The Rev. Al Meredith of Wedgwood Baptist Church in Fort Worth, Texas, opened his sermon to roughly 200 people at First Baptist Church’s early service by apologizing that he wasn’t “Pastor Fred.”

“I’m so sorry it’s just me,” Mr. Meredith said as he choked back tears. “I am so sorry this happened to you. We’re praying for you.”

Police said the Rev. Fred Winters was shot through the heart during last weekend’s early service at First Baptist by Terry Sedlacek. Police said he later tried to injure himself with a knife, wounding two men who subdued him.

On Sunday, two dozen police officers stood outside the main doors, partly because some congregants had voiced fear about whether it was safe to return to the church.

MICHIGAN

Flight passenger diagnosed with TB

ROMULUS | The Centers for Disease Control and Prevention said a passenger on a Northwest Airlines flight from Frankfurt to Detroit has been diagnosed with tuberculosis.

Northwest said the passenger was on Tuesday’s Flight 51 to Detroit Metropolitan Airport in Romulus.

CDC spokeswoman Shelly Diaz told the Associated Press the risk is low that other passengers might contract tuberculosis. She said Sunday that health officials were seeking to contact 17 passengers seated near the sick passenger so they can be tested for tuberculosis as a “cautionary move.”

Miss Diaz said details about the sick passenger weren’t being released. WDIV-TV reported the tuberculosis case Sunday morning.

Northwest Airlines was acquired last year by Atlanta-based Delta Air Lines Inc.

NEW YORK

Whale monitoring near harbor ends

ALBANY | Monitoring for endangered right whales off New York harbor is ending because the project has lost funding in the state’s current budget crunch.

Acoustic monitoring by Cornell scientists shows the rare right whales swimming off the harbor, where federal officials have recently lowered ship speed limits to help protect the slow-moving mammals during migrations from Florida to New England and Canada.

Monitors that have recorded the whales’ calls south of Long Island for a year are not being replaced, scientists said.

“We just brought them in last week,” said Chris Clark, director of the Bioacoustics Research Program at the Cornell Lab of Ornithology. “We ran out of money. We had to stop the process for right now.”

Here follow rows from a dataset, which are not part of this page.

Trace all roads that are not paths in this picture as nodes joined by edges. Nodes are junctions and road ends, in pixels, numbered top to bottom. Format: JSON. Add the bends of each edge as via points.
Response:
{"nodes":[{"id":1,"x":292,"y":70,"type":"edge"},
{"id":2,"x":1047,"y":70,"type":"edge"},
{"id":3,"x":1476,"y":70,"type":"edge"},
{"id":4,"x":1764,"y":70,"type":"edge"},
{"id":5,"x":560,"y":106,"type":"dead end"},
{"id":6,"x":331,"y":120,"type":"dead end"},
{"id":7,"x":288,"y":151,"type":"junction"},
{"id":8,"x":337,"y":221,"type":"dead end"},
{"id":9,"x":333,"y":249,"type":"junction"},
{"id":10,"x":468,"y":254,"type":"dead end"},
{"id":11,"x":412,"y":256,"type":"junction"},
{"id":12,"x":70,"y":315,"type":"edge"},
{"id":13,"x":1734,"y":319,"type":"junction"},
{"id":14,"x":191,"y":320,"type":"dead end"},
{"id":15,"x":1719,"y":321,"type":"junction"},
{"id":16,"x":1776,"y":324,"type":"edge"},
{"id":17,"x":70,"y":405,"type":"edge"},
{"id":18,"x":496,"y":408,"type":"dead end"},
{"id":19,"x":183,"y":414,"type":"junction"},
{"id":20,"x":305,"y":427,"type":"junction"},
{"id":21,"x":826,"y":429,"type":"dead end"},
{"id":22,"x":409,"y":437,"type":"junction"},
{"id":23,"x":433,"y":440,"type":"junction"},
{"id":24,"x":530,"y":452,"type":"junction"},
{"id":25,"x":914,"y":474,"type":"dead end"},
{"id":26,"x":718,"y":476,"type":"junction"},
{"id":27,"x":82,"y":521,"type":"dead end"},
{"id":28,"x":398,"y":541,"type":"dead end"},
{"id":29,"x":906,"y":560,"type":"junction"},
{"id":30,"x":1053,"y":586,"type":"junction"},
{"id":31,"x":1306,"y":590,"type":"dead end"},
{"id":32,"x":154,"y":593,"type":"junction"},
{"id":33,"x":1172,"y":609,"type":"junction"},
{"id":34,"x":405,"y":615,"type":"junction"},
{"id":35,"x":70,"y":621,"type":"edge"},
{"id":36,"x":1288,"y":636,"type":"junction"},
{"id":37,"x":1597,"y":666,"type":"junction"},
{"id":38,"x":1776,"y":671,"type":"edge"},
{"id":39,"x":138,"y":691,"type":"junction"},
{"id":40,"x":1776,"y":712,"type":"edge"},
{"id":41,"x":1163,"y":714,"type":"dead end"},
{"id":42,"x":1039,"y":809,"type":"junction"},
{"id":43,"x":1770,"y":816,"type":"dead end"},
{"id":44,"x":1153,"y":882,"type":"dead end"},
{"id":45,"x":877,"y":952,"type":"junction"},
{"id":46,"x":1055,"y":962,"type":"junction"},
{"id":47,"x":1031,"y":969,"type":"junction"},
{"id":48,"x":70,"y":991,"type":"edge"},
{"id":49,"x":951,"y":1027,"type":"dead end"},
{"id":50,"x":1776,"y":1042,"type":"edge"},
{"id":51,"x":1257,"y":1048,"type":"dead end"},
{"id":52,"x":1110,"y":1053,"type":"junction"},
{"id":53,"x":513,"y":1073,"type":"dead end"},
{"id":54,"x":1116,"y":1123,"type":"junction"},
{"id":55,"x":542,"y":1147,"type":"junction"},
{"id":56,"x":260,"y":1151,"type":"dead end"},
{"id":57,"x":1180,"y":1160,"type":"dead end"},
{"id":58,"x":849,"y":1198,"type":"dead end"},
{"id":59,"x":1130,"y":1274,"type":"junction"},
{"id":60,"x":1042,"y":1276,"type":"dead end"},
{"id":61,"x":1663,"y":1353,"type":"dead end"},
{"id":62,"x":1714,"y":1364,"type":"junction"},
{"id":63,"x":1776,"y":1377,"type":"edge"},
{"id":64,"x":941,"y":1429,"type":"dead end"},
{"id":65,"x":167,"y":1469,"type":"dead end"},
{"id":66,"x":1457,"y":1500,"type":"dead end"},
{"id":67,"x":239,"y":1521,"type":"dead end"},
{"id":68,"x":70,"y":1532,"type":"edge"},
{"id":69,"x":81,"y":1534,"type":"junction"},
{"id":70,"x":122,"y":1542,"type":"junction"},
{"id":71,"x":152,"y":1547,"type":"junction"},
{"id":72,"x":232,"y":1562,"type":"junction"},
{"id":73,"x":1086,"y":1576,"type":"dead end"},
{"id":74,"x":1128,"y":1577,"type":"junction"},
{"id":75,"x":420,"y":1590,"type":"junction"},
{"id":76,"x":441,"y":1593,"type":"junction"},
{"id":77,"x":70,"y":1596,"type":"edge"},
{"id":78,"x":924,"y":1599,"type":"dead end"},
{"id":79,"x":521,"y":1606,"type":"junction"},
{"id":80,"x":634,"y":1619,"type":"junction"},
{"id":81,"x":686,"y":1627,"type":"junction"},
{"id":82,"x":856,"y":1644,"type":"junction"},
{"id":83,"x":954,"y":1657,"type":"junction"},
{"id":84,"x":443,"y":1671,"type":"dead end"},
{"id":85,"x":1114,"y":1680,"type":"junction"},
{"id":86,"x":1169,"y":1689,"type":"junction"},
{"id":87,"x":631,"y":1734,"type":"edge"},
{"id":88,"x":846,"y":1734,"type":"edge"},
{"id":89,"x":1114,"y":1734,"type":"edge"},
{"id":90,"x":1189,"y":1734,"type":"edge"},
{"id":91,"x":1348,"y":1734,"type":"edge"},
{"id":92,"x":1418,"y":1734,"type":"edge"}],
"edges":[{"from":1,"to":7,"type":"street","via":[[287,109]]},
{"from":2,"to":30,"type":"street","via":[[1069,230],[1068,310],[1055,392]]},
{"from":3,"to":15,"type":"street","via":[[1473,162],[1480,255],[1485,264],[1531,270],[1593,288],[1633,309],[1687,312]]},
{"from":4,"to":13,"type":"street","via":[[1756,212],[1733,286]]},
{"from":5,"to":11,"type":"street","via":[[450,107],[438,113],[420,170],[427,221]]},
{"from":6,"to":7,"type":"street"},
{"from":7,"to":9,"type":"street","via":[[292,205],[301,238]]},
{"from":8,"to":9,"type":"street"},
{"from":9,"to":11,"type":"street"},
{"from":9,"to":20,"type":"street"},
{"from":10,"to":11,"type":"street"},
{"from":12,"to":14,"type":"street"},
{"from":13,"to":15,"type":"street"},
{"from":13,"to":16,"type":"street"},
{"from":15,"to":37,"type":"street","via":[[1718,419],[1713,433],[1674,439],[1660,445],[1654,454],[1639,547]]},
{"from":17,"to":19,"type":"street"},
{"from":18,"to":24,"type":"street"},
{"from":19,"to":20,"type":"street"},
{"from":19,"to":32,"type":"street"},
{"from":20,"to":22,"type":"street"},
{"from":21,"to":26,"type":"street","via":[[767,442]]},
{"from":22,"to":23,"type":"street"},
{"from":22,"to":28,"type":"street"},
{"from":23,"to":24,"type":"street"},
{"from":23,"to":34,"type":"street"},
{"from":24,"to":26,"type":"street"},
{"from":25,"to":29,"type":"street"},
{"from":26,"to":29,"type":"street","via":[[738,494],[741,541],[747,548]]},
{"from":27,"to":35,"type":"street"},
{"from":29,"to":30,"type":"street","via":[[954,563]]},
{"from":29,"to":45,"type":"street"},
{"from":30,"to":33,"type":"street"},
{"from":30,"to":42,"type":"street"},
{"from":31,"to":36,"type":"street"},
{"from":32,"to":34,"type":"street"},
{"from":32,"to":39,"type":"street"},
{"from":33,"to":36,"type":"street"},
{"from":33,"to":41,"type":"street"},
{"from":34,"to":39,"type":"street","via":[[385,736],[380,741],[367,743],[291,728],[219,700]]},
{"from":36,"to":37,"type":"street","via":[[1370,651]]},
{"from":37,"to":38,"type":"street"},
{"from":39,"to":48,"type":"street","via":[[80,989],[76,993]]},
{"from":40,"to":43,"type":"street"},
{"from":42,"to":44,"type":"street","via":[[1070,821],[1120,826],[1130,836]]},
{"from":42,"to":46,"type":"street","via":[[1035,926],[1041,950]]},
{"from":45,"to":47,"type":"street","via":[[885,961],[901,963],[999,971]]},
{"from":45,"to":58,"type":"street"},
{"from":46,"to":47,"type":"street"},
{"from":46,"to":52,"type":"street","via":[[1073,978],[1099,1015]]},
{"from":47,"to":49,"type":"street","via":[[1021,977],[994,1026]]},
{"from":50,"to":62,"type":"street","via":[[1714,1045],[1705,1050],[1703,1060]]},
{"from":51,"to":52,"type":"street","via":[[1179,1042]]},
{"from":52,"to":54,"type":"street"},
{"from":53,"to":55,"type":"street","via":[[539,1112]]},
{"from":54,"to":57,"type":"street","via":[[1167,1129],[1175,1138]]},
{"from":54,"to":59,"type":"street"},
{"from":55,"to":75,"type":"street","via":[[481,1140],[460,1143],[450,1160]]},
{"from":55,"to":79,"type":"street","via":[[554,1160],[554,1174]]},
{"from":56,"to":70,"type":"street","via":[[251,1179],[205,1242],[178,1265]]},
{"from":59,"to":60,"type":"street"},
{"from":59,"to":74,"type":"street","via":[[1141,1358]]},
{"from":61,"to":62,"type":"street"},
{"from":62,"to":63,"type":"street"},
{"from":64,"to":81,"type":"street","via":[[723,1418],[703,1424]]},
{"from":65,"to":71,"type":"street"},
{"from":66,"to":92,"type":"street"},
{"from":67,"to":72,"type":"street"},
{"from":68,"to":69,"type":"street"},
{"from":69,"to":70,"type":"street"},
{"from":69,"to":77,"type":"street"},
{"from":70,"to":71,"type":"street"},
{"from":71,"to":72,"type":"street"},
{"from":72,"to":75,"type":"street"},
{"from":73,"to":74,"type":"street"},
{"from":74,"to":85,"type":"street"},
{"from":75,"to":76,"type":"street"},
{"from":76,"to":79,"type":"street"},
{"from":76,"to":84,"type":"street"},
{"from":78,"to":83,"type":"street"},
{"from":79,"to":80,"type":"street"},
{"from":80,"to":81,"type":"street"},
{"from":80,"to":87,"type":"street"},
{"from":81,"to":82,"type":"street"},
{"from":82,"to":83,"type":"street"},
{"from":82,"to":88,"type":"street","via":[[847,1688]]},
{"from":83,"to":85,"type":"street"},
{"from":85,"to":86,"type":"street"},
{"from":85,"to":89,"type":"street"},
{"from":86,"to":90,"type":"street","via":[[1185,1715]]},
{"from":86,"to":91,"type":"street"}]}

Biologists estimate 300 to 400 North Atlantic right whales remain, having been fished to commercial extinction a century ago and vulnerable now to ship collisions and entanglement in fishing gear.

OREGON

Miss Oregon’s dad suspected in fraud

PORTLAND | The father of Miss Oregon was a member of a Serbian military unit that slaughtered unarmed Muslims in Bosnia in 1995, the U.S. government says in an immigration case.

Milenko Krstic, 52, is accused of visa fraud. The government, however, hasn’t said he took part in killings.

His daughter, Danijela, 24, serves as queen of the Oregon pageant. Crowned in June, Danijela Krstic was the first foreign-born winner of the pageant. A call to a Miss Oregon official was not returned, and attempts to reach family members were unsuccessful.

Last week, the 9th U.S. Circuit Court of Appeals rejected his attempt to throw out his 2007 indictment, reversing a Portland judge.

WASHINGTON

Husband accused in ax attack

TACOMA | Authorities in Washington state said a man was being held for investigation of first-degree murder after his estranged wife and his stepdaughter were killed in an ax attack.

Pierce County Sheriff’s Department spokesman Ed Troyer said deputies were sent to a home in the Tacoma suburb of Orting late Friday after a man called 911 to report that he’d attacked his wife and stepdaughter.

They found the man’s 52-year-old wife dead and his 33-year-old stepdaughter injured. The stepdaughter died at a hospital.

Mr. Troyer said deputies suspect the man attacked the victims and then painted messages on the side of a shed including “Living in hotel. Money running out. Nowhere to live.”

Court records showed that the wife had filed for divorce in January.